ACTIVITY =
Each line holding the word "roads" must appear in the answer, copied from the entries.
-- SUPPLIED RECORDS follows --
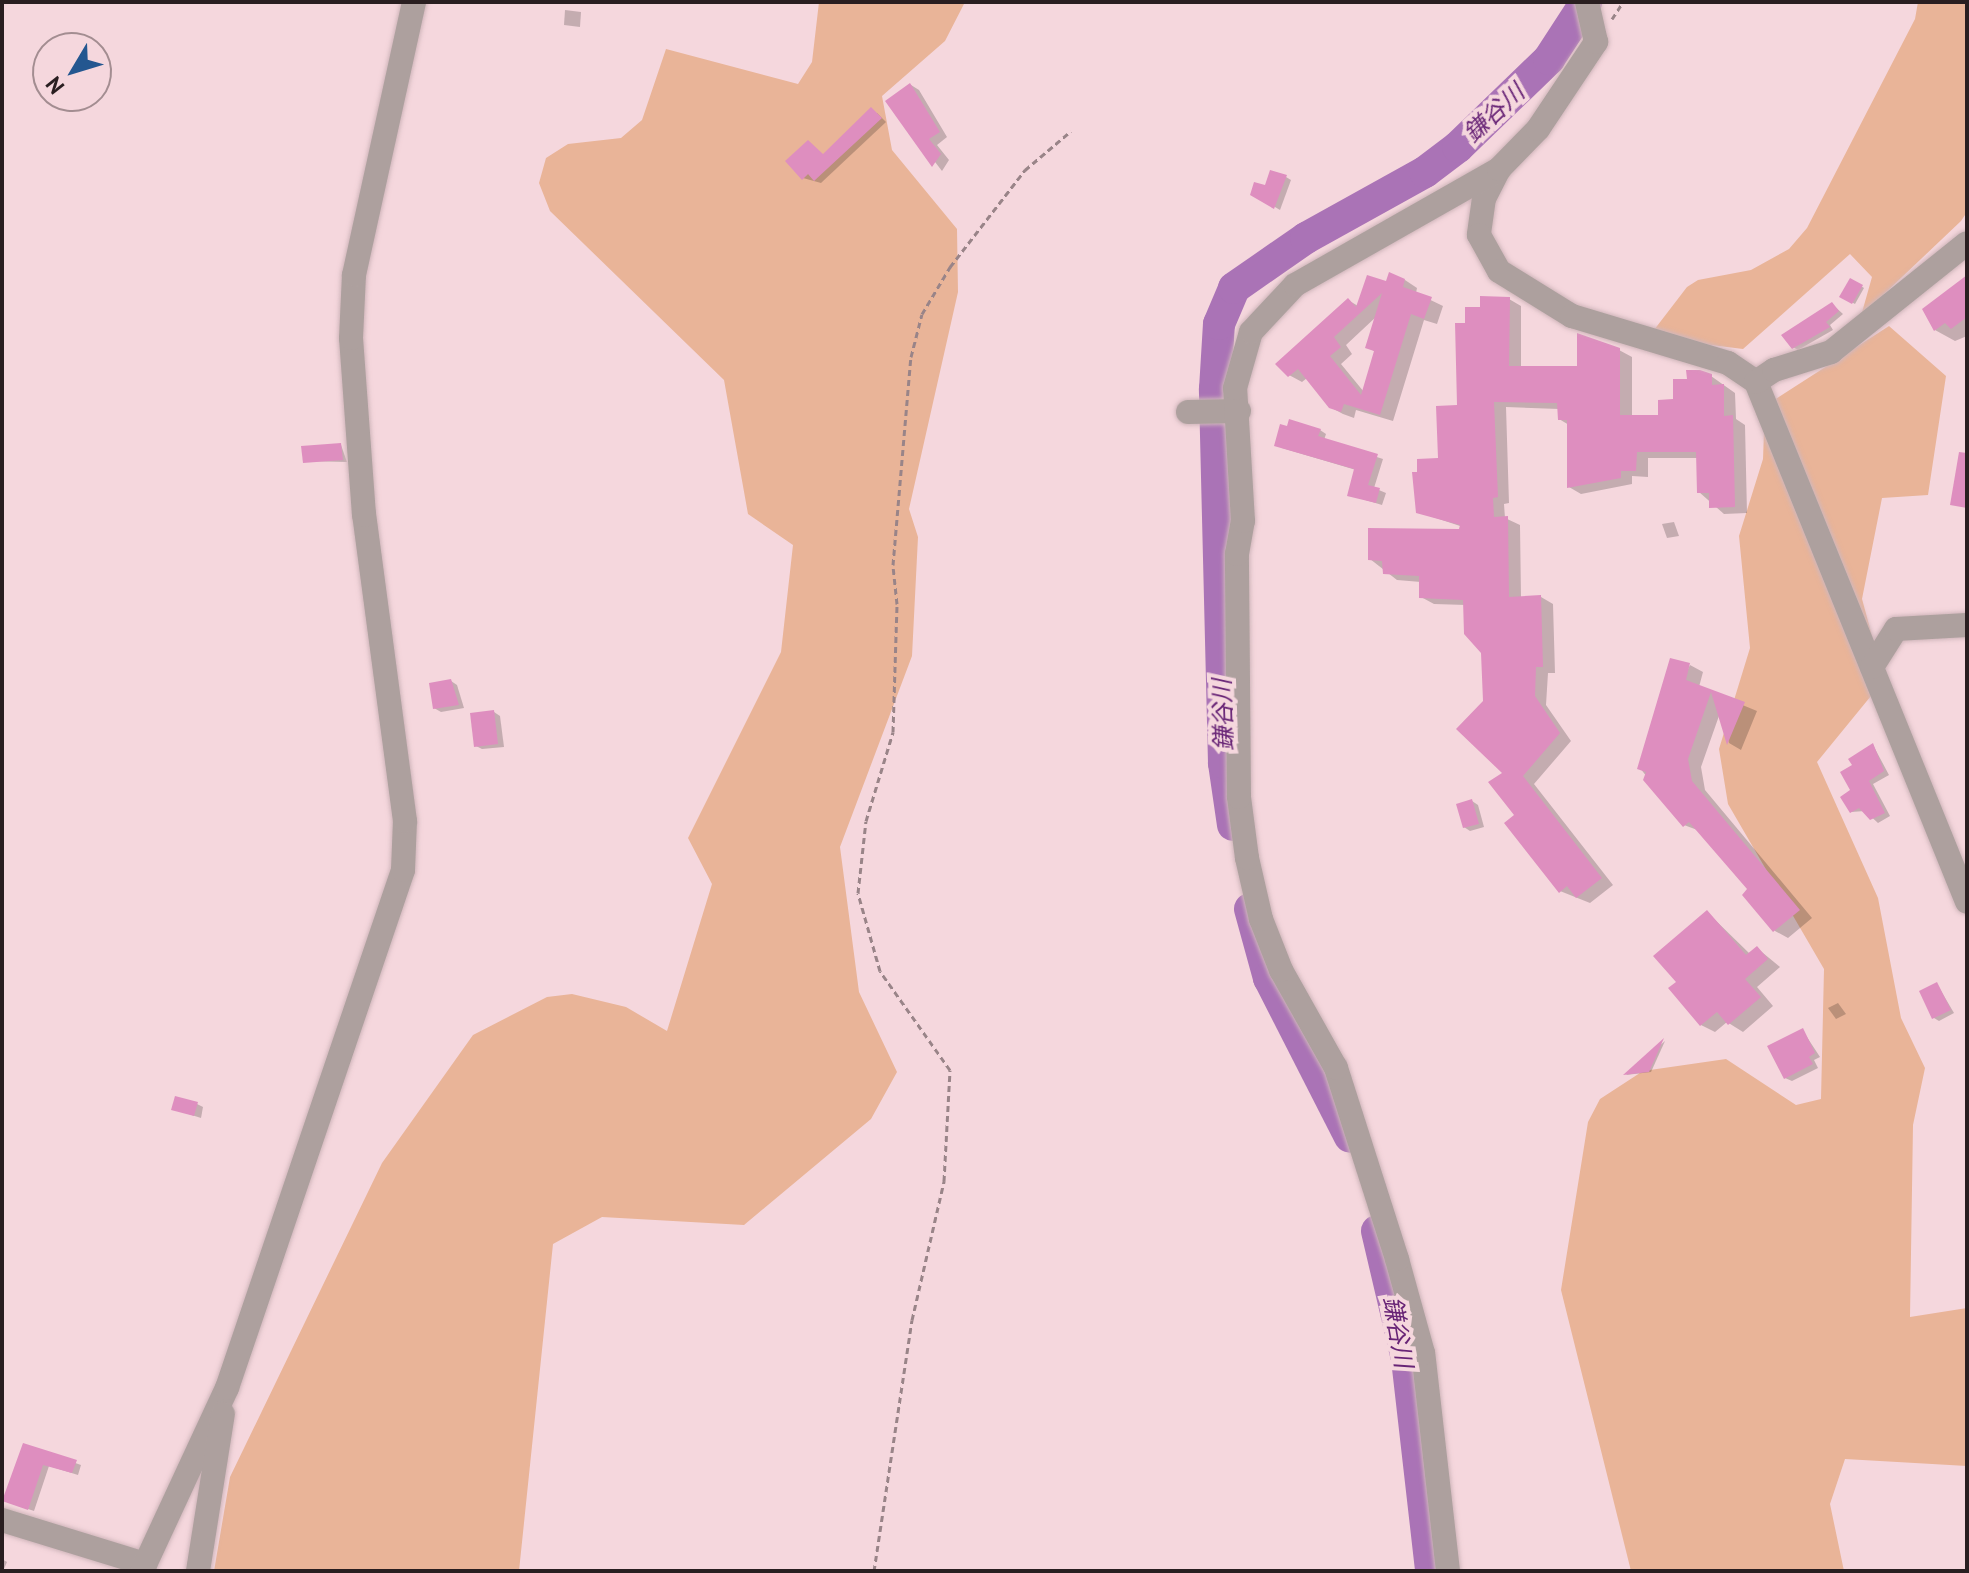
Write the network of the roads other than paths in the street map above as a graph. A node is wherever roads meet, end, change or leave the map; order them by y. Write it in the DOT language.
-- SUPPLIED RECORDS concluded --
-- SUPPLIED RECORDS follows --
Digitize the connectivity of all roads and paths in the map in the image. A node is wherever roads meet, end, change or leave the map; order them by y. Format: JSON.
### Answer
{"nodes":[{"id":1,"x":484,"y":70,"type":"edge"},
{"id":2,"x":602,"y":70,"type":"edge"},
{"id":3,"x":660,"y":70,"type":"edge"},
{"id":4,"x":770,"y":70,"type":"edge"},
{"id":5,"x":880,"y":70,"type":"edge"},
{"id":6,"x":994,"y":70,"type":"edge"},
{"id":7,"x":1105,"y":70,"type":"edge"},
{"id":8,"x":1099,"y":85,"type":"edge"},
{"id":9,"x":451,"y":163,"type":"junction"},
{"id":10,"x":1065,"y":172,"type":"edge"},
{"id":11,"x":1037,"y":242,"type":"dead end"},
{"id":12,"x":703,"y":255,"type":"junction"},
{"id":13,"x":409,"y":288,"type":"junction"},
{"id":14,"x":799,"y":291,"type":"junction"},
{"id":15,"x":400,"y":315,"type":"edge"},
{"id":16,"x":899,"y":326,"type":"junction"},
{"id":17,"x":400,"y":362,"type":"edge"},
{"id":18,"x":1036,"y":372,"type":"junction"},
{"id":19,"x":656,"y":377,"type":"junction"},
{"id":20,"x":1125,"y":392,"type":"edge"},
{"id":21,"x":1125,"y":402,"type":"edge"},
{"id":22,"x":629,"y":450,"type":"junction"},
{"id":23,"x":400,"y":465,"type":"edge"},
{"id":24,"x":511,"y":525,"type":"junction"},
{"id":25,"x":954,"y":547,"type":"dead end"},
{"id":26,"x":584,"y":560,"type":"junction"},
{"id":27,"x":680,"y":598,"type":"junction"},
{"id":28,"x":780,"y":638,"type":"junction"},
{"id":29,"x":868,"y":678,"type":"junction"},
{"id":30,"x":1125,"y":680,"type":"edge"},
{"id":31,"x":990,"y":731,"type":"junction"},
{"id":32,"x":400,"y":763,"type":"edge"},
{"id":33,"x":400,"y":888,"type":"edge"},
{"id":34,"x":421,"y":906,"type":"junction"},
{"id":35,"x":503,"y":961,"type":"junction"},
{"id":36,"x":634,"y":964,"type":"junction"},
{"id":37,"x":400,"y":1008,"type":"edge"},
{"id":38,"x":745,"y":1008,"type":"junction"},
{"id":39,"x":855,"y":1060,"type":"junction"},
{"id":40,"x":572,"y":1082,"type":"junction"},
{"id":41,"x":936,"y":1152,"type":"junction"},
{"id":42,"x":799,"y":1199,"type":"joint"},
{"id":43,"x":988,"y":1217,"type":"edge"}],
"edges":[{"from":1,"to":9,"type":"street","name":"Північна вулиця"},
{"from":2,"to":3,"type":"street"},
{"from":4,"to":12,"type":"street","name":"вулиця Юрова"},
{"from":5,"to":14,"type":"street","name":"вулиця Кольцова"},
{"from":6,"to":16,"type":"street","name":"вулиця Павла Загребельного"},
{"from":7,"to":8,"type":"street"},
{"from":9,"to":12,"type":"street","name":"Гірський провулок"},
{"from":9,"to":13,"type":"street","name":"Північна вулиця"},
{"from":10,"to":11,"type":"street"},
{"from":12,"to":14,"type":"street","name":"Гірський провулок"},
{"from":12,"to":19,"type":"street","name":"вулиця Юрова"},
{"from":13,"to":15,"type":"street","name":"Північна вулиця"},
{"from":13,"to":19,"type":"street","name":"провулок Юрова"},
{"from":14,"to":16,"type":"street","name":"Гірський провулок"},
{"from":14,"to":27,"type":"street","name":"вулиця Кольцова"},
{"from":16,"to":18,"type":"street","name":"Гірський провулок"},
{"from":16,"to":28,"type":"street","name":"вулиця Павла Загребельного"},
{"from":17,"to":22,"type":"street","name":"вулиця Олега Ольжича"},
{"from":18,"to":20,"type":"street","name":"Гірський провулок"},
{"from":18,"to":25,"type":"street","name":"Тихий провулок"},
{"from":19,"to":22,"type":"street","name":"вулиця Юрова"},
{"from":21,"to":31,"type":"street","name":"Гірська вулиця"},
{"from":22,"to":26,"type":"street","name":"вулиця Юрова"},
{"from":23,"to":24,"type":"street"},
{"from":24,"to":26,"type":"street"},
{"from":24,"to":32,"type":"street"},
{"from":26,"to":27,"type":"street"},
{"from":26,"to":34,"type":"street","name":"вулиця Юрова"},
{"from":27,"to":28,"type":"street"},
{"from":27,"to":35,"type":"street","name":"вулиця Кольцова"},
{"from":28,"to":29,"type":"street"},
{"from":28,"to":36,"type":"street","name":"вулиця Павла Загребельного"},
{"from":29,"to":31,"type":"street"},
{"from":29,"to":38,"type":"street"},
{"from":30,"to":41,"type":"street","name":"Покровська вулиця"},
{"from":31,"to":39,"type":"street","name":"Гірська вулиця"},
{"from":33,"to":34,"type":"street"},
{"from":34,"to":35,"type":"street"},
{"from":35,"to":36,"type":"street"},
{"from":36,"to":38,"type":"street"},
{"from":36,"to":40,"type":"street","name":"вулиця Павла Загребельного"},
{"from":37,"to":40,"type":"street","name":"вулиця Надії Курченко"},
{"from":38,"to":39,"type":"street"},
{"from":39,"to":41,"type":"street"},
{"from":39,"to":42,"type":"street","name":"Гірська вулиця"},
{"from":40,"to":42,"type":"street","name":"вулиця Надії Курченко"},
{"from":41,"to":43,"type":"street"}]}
-- SUPPLIED RECORDS concluded --
ANSWER BOX =
Write the network of the roads other than paths in the street map above as a graph. A node is wherever roads meet, end, change or leave the map; order them by y. Write it in the DOT language.
Digitize the connectivity of all roads and paths in the map in the image. A node is wherever roads meet, end, change or leave the map; order them by y. Format: JSON.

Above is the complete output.